Published May 20, 2021 | Version v1
Working paper Open

A Roadmap for Responding to Climate Change

  • 1. ROR icon University of Maryland, Baltimore

Description

Human activities have added more than 1.5 trillion metric tons of carbon dioxide to Earth’s atmosphere since the pre-industrial period, increasing its concentration from below 300 parts per million (ppm) to over 415 ppm today, and projected to surpass 1,000 ppm before 2100 without effective action. This anthropogenic change is primarily due to burning fossil fuels, which has resulted in the observable and ongoing climate change, including global temperature rise, warming oceans, melting polar ice, glacial retreat, sea level rise, and increased extreme-weather events.  Ocean acidification is another significant global change attributed to increased carbon dioxide levels. 

The United Nations Intergovernmental Panel on Climate Change (UN IPCC) assessments have detailed the wide-ranging damages from climate change and the far-reaching and unprecedented interventions required to limit them. In 2016, the UN Framework Convention on Climate Change (FCCC) including 196 of the world’s nations committed to reducing greenhouse gases through the Paris Agreement. It is imperative that these commitments be adhered to and enhanced in the next three decades to avoid irreversible damages to Earth’s natural cycles and ecosystems and to mitigate the threat to human societies.

The adverse impacts of anthropogenic climate change have significant social costs, which will increase dramatically if immediate action is not taken. These costs include economic damages from severe weather events and adverse health effects from pollutants generated by burning fossil fuels. Without immediate action, the projected costs are expected to become so severe as to threaten the security and well being of large numbers of people around the globe, ultimately leading to the loss of habitable land. A billion or more people are projected to be impacted in the next 50 years. 

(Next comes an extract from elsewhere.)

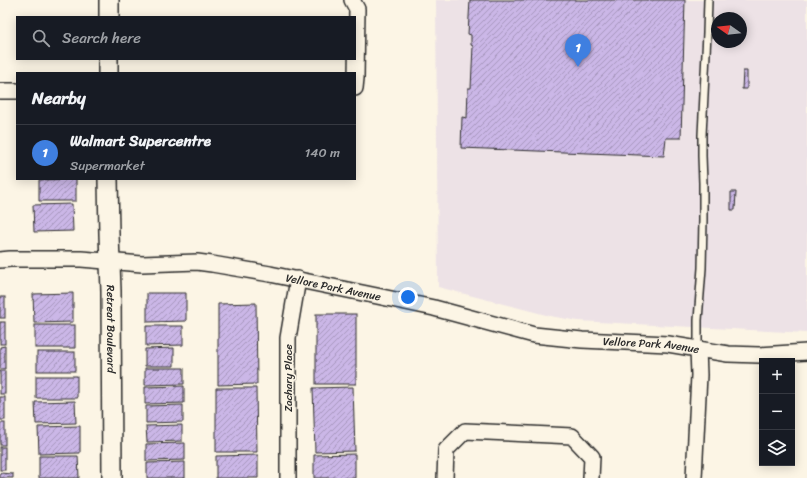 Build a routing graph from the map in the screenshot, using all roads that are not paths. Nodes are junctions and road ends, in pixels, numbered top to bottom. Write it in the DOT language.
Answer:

Immediate actions that are necessary to avoid the worst damages include termination of fossil fuel uses and their rapid replacement with carbon-neutral energy sources.  Transition to renewable solar and wind energy which are now economically competitive, and electrification of building and industrial thermal energy systems are key priorities. In addition, improvements in energy efficiency and reductions in energy use are urgently needed. Concurrently, careful management of carbon sequestration assets such as coastal marshes, tropical forests and agricultural lands is essential. In order to achieve the aspirational goal of net-zero greenhouse gas emissions by 2050 or earlier, investments in research and development of all promising technologies are urgently needed. As capture technologies become economically viable, they might support reductions below net-zero in the future. 

An aggressive timeline is essential to avoid the worst damages from climate change that will otherwise result in the coming decades of the 21st century. Such damages include increasingly more frequent and destructive weather events, food and water insecurity, and loss of habitats for large human populations. Urgent responses and actions are needed at the national, regional, and local levels as well as by institutional and individual leaders and citizens.